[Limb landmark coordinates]
• • • • •

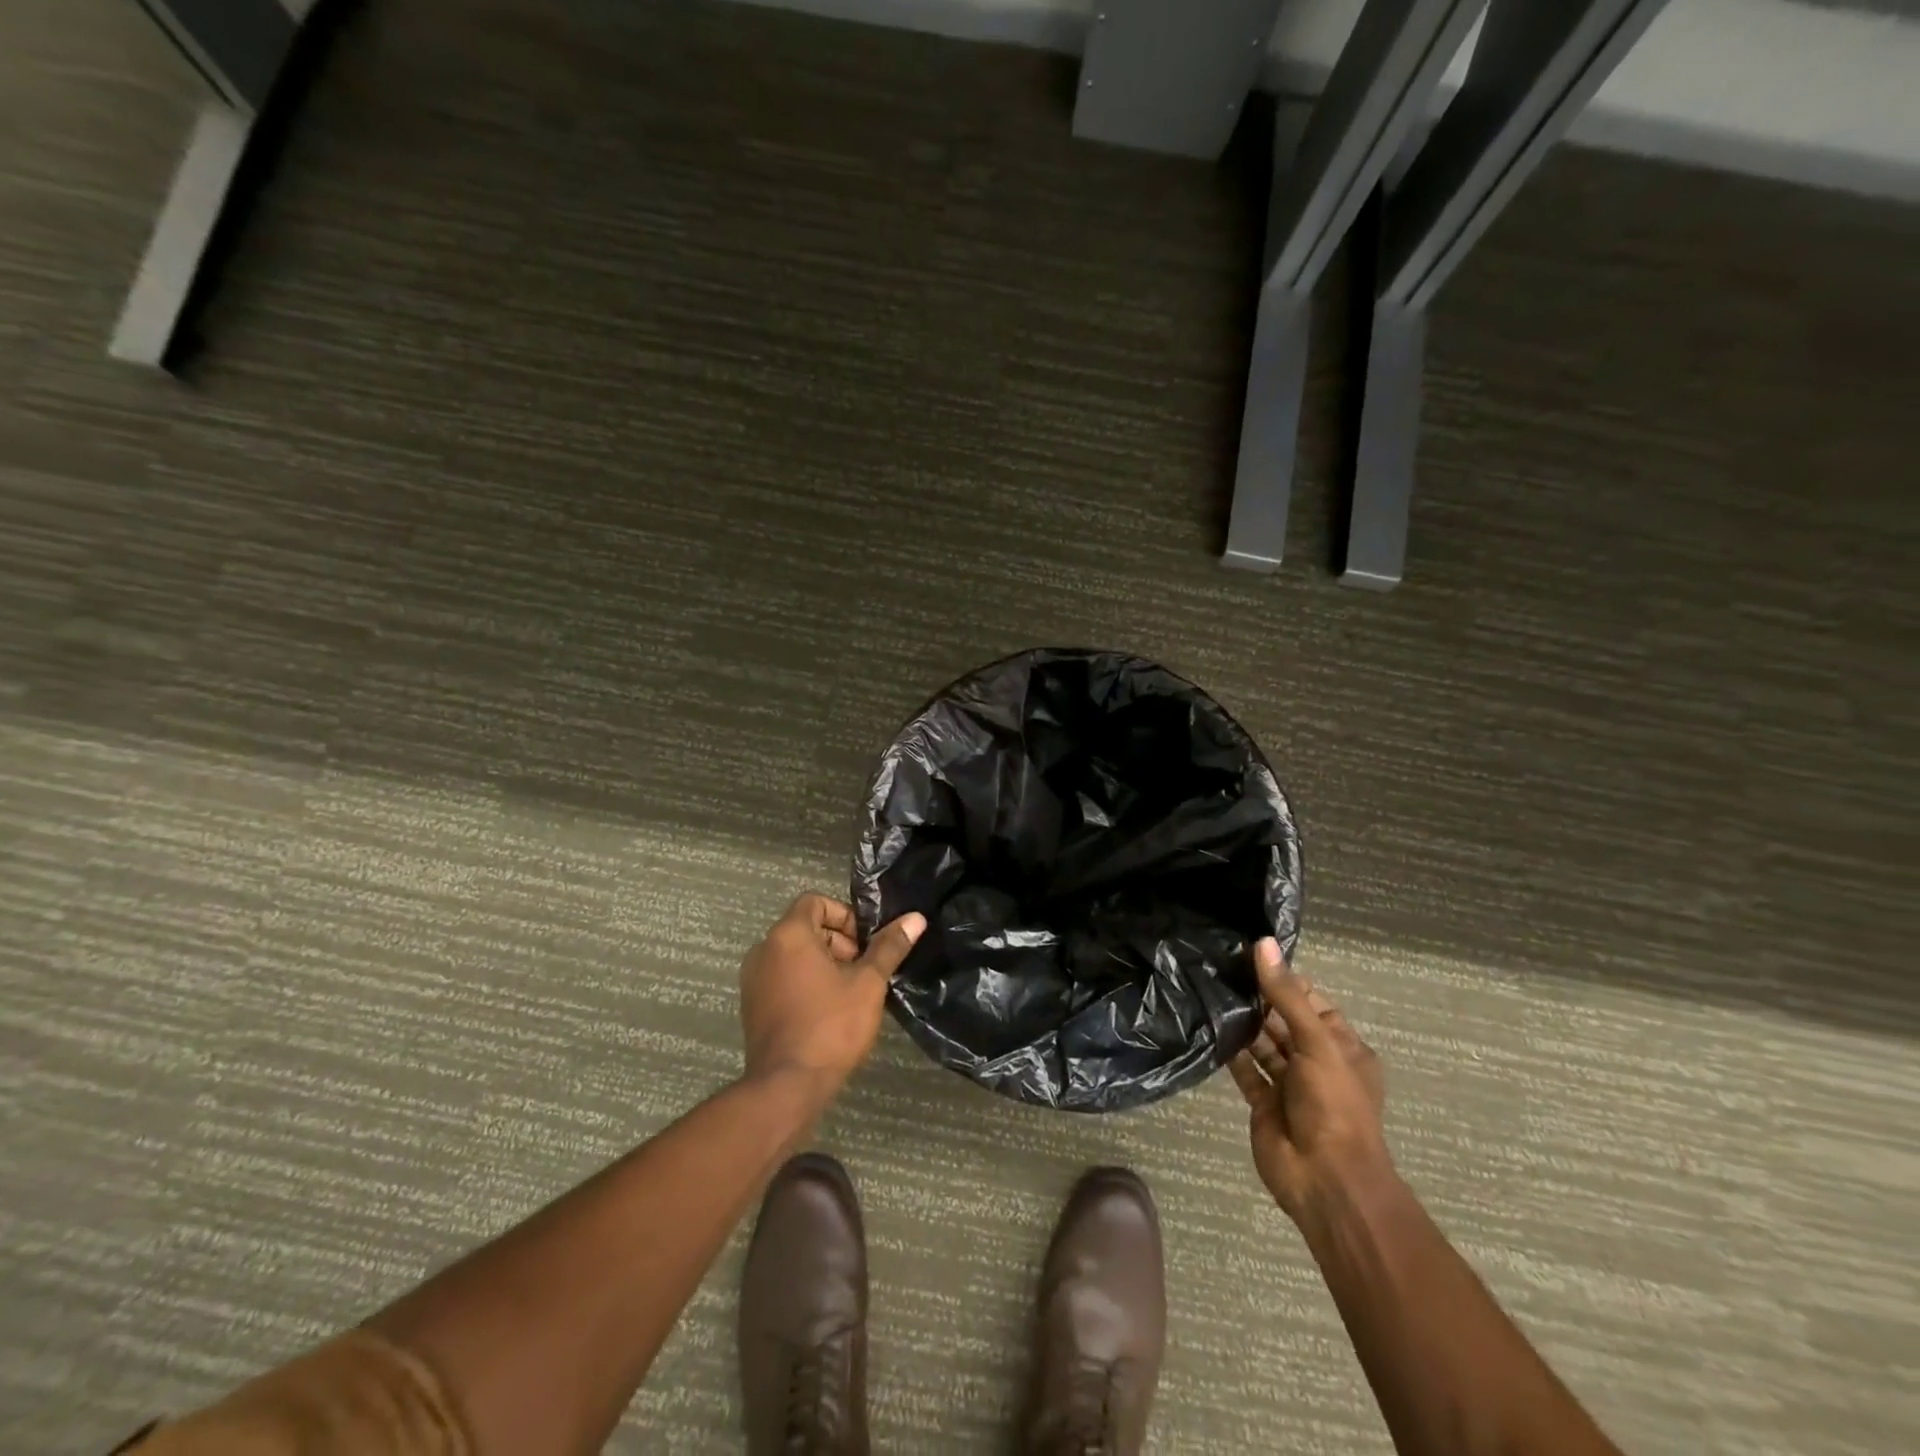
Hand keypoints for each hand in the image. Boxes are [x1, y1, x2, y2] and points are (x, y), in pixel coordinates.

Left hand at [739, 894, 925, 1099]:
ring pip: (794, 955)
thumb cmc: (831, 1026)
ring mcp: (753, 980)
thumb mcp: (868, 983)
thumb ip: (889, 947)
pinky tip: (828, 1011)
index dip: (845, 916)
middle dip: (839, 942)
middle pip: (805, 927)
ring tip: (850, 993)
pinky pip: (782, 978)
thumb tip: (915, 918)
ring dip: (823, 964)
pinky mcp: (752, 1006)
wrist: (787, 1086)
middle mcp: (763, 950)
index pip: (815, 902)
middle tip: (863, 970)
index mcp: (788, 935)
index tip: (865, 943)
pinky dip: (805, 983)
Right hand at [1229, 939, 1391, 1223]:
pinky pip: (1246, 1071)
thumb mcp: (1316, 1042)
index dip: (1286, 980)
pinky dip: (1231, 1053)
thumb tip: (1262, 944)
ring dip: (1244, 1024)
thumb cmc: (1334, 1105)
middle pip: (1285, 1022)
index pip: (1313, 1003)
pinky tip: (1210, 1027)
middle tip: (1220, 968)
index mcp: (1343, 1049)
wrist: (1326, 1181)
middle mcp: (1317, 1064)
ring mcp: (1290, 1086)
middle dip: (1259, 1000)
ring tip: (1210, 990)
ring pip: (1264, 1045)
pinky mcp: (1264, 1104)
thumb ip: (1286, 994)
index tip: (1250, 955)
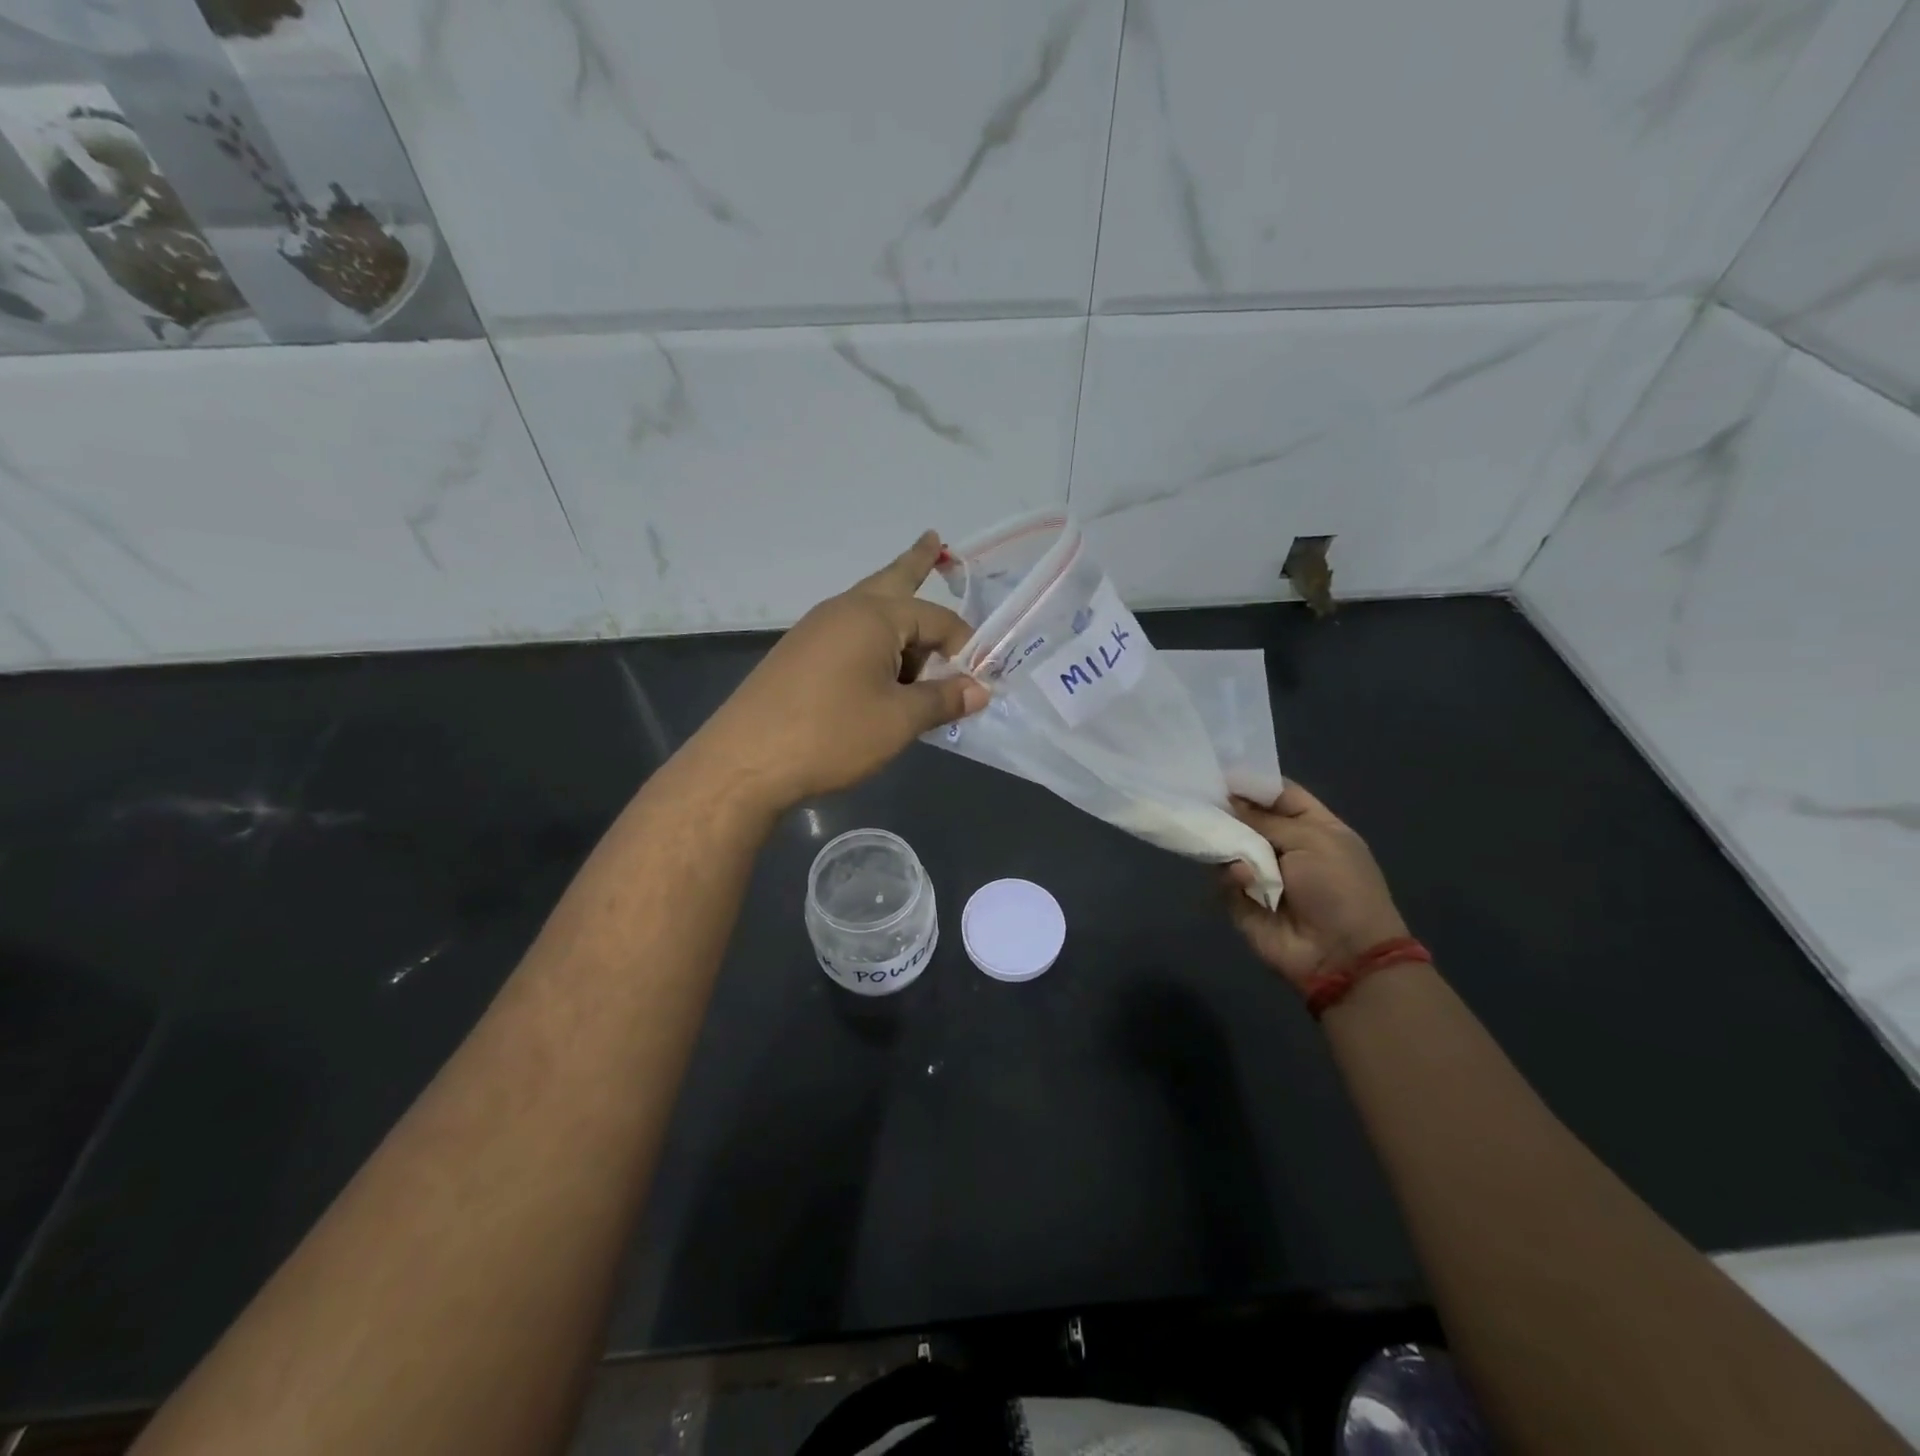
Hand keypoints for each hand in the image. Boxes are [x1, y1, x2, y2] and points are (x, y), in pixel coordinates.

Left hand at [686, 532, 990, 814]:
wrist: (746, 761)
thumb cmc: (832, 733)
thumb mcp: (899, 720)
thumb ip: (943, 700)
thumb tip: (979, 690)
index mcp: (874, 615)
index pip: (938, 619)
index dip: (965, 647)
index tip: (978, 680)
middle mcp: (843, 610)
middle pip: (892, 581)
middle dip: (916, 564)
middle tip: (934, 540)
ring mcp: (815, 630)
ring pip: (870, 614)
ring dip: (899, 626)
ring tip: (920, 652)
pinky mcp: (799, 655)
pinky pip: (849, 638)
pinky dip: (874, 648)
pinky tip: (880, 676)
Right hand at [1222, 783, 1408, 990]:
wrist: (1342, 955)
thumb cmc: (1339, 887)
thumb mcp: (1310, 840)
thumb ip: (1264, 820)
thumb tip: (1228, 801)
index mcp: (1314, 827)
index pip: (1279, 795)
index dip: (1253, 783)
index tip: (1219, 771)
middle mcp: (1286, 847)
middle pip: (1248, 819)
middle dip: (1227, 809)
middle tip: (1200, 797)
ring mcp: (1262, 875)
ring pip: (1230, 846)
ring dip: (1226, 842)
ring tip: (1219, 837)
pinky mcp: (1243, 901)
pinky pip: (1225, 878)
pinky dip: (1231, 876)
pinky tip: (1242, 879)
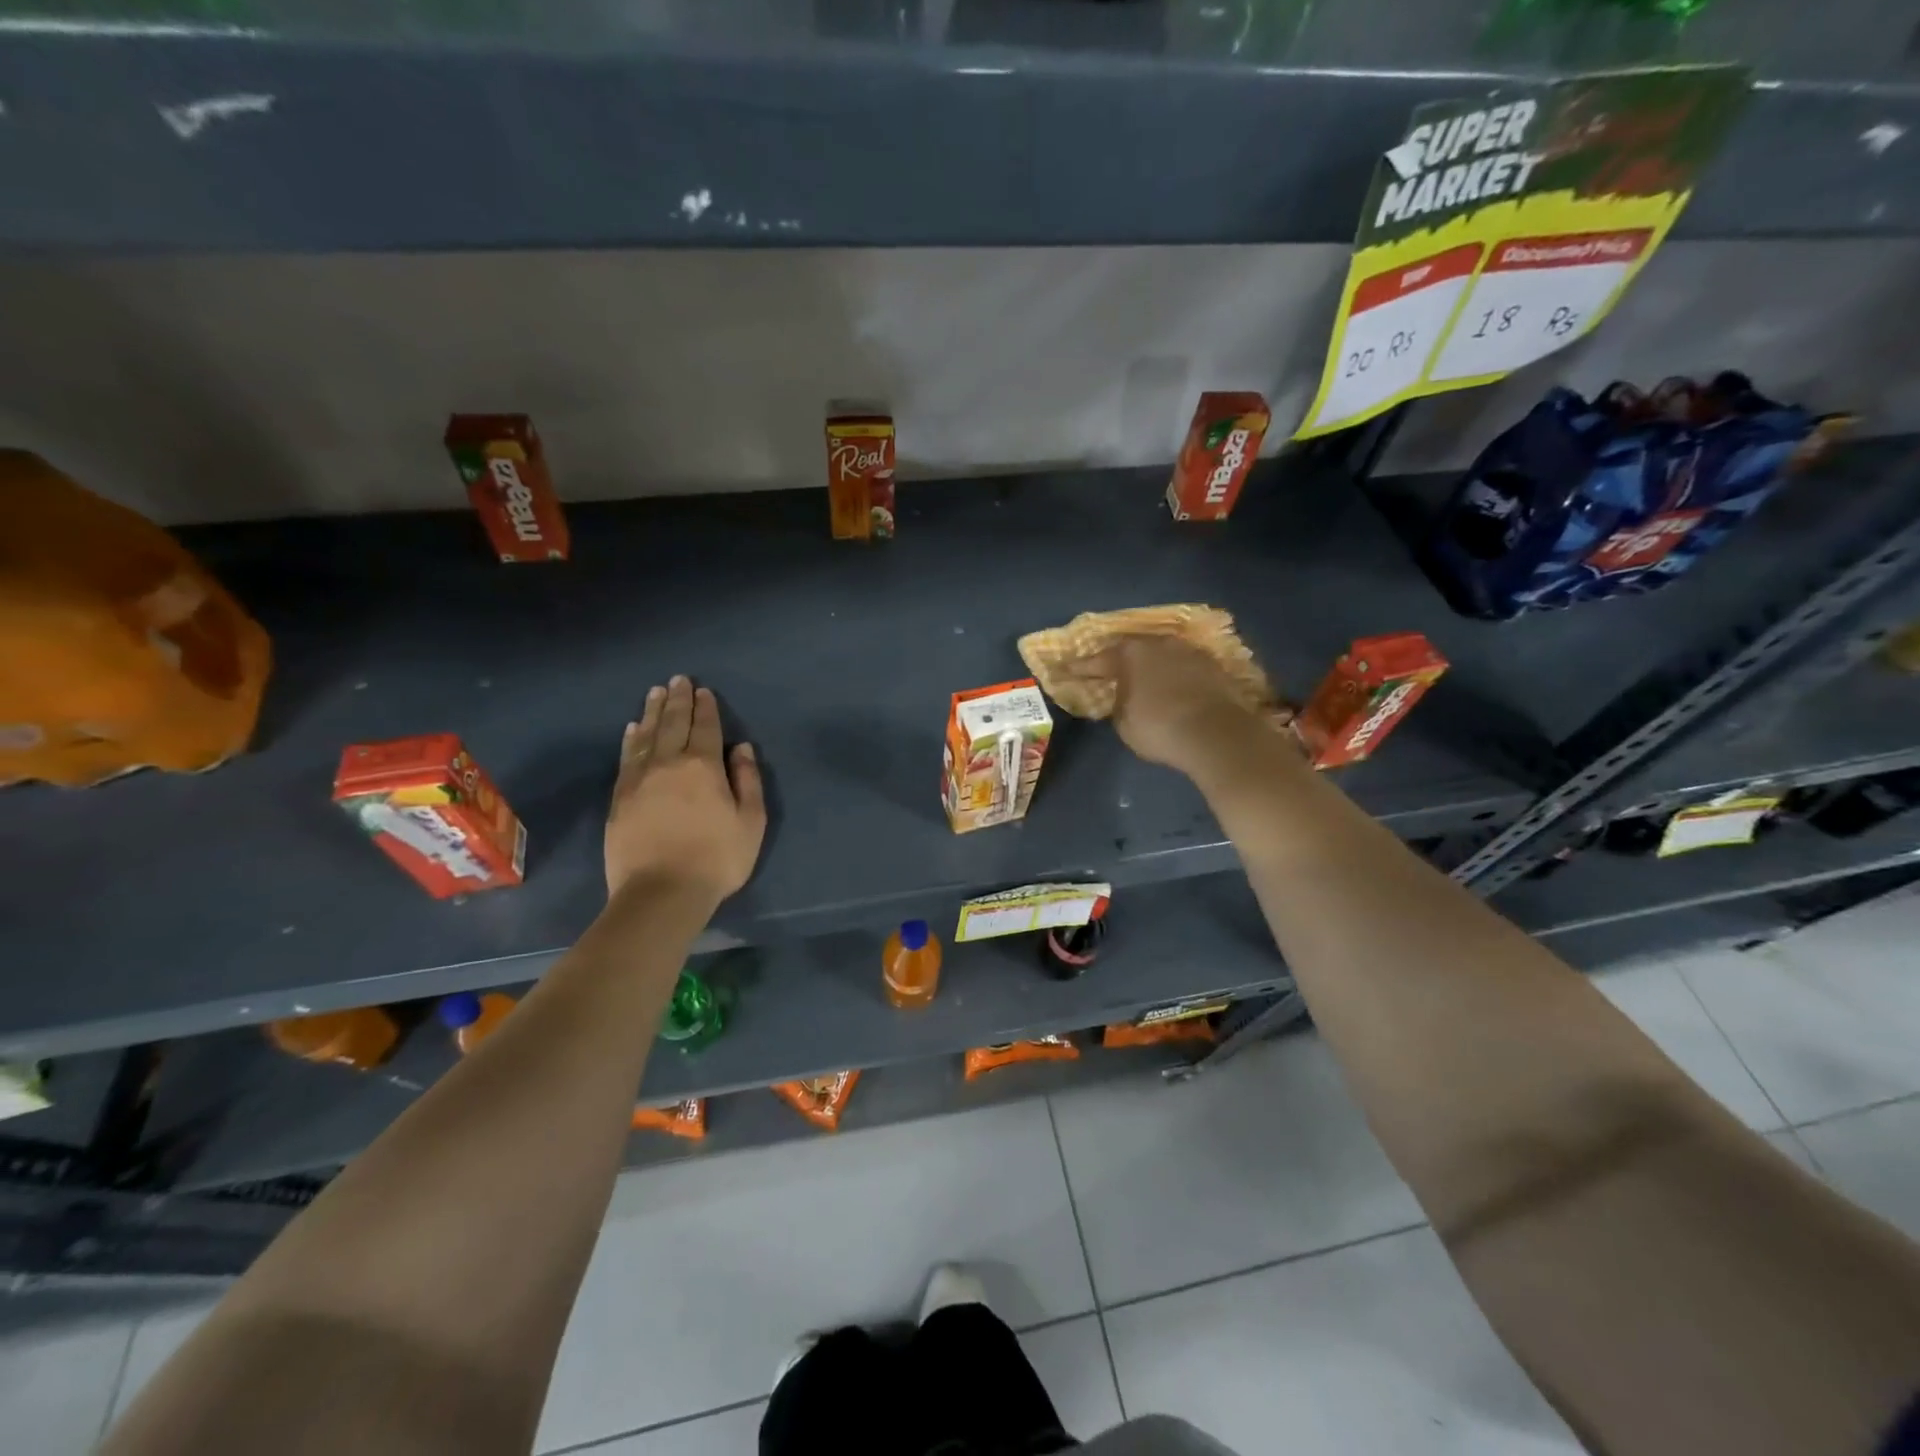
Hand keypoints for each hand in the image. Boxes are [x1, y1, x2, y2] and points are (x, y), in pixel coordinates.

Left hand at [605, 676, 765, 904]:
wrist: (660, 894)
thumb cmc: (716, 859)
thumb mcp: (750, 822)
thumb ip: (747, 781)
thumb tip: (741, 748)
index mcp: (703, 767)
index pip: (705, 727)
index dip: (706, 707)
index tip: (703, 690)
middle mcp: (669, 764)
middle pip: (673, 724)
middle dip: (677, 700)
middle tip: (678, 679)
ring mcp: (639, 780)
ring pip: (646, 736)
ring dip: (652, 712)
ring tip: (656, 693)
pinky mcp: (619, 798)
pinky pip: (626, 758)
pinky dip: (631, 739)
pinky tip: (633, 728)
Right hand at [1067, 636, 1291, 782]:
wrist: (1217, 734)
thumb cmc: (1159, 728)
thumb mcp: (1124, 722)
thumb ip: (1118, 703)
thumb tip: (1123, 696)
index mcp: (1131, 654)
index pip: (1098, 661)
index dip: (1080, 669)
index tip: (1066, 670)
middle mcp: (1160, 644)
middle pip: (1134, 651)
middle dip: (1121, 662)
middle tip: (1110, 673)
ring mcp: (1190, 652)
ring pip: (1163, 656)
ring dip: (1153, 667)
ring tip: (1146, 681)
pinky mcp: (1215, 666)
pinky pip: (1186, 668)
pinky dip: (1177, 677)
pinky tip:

• • • • •

Description of the task: In the records above, find the line with "thumb mcp: (1316, 1042)". Print exactly from there through the line with "thumb cmc: (1339, 887)", minus the pictures.

Output for this exercise:
thumb mcp: (1316, 1042)
index dip: (1286, 980)
pinky dip: (1231, 1053)
thumb tip: (1262, 944)
ring dip: (1244, 1024)
thumb cmc: (1334, 1105)
middle pip: (1285, 1022)
index pip: (1313, 1003)
pinky tip: (1210, 1027)
middle tip: (1220, 968)
index mcp: (1343, 1049)
wrist: (1326, 1181)
middle mcp: (1317, 1064)
ring mcp: (1290, 1086)
middle dip: (1259, 1000)
ring tip: (1210, 990)
ring pip: (1264, 1045)
pinky mcp: (1264, 1104)
thumb ip: (1286, 994)
index tip: (1250, 955)
Hand keypoints for each hand in the image. Boxes are [x1, y1, x2, y2] and points are (x, y), in pixel coordinates.

Left hand at [686, 532, 990, 814]:
wrist: (746, 761)
thumb cmc: (832, 733)
thumb mcp: (899, 720)
thumb ip: (943, 700)
thumb tip: (979, 690)
index mcp: (874, 615)
index pip: (938, 619)
index dip: (965, 647)
index tip: (978, 680)
middle mcp: (843, 610)
middle pip: (892, 581)
middle dip: (916, 564)
middle tip: (934, 540)
ring mcp: (815, 630)
ring pip: (870, 614)
ring dip: (899, 626)
ring tip: (920, 652)
pinky mcp: (799, 655)
pinky pip: (849, 638)
pinky dip: (874, 648)
pinky tip: (880, 676)
Right hand at [1222, 783, 1408, 990]:
wrist: (1342, 955)
thumb cmc: (1339, 887)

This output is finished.